Historical records mention the church in 1395, though it had not been built yet. The first church in Vrådal was a wooden stave church located at Roholt, about 2 km to the east of the present church site. The original stave church may have been built during the 1300s. In 1668, the church is described as in quite poor condition. In 1685, the old church was torn down and a new timber-framed, octagonal church was built on the same site. It is said that this may have been the first octagonally designed church in Norway. The new church was consecrated in 1886. The outer dimensions of the nave were about 10 m and the tower reached a height of about 20 m. The octagonal church had a steep octagonal roof with a tower. There were no supporting columns inside the church, so that the tower was supported by huge beams that rested on the outer walls and laid in a large cross. In the tower there were two church bells and strings to these hung down in the church room through the ceiling. During the 19th century, it was expanded with an extension for the choir. The parish residents bought the church for 110 rigsdaler in 1726.

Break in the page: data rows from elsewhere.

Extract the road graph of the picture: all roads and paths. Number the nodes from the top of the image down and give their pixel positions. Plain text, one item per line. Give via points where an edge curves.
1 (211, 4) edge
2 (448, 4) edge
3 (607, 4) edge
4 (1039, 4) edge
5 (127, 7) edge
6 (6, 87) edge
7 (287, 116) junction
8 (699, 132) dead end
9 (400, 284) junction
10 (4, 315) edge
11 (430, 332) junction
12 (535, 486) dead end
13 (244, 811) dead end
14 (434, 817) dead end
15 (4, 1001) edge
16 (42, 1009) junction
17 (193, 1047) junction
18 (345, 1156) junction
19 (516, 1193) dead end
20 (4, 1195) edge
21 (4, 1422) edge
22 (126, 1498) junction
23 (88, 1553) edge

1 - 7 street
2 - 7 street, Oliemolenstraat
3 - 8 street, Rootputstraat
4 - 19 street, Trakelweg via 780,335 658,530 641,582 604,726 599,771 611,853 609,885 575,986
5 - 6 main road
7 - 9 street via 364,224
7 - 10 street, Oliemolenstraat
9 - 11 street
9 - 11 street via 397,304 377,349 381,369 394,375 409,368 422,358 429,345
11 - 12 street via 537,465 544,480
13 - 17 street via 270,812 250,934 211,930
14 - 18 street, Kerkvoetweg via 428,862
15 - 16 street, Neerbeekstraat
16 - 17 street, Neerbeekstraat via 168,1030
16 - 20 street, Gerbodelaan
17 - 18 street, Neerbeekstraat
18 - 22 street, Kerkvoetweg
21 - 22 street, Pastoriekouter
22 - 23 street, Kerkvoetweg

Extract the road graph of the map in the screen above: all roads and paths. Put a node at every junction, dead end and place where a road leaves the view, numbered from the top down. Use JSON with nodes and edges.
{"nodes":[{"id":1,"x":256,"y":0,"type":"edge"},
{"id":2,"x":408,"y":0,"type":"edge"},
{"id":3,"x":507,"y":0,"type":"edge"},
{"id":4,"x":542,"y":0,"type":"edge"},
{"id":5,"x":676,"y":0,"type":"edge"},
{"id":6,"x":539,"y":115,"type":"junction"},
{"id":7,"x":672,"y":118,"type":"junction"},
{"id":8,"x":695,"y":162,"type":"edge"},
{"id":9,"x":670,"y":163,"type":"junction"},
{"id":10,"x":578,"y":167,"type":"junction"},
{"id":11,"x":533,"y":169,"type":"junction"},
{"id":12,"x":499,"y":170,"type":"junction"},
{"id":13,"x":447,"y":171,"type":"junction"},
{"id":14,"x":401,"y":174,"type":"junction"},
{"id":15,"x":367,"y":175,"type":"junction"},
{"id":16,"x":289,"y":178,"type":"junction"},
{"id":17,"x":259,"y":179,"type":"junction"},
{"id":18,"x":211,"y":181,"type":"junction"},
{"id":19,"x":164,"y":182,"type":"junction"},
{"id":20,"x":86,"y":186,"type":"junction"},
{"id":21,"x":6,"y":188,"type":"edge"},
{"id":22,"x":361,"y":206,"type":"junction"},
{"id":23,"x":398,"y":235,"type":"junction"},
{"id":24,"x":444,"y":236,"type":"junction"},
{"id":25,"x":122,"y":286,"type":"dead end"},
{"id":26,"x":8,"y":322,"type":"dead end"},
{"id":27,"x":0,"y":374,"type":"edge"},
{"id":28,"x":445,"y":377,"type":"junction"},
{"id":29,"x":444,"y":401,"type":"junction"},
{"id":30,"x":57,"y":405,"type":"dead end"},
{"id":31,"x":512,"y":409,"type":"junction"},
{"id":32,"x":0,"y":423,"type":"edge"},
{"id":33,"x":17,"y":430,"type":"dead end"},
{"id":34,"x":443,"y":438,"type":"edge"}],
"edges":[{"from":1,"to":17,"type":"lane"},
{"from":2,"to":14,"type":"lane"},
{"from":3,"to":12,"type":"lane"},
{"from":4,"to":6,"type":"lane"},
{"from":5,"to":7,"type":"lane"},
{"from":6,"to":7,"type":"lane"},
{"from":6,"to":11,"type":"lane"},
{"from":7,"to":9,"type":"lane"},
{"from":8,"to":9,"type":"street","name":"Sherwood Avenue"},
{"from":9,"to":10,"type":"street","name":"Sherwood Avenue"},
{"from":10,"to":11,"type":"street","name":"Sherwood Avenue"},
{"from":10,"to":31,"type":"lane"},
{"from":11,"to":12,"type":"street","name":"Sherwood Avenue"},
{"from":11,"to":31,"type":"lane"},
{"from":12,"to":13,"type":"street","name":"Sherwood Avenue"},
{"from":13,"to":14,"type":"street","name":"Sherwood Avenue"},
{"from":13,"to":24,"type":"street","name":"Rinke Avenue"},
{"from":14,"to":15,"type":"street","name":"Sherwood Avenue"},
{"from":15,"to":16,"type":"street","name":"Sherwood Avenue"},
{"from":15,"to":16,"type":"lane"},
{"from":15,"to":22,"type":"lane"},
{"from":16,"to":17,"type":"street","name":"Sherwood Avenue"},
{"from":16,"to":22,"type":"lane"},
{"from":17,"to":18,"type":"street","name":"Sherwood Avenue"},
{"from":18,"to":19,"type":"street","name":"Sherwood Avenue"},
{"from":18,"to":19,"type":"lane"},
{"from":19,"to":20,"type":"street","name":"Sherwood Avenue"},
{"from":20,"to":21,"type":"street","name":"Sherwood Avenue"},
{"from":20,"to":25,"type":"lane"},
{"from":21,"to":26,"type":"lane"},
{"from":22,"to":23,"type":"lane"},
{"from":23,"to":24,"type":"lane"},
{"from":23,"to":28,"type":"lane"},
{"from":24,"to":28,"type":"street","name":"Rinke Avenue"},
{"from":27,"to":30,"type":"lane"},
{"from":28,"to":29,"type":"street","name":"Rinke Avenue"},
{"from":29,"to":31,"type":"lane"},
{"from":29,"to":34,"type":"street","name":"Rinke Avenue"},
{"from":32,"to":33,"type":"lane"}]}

By the 1880s, the old octagonal church had become too small for the parish. In 1886, it was decided, despite some protests, to move the new church to a site about 2 km to the west, on the eastern shores of the lake Vråvatnet. The new church was designed by Christian Grosch as a wooden long church. The church has a west tower (which is surrounded by a stairwell), a rectangular nave, a choir that is the same width of the nave. There is a sacristy that extends to the east from the choir. The new church was completed in 1887 and consecrated on 17 June 1887. The last service in the old church was held on 19 May 1887 and then the old church was closed. The pulpit, altarpiece, baptismal font, brass candlesticks, and some other furnishings from the old church were moved to the church. The old church building was demolished in 1888.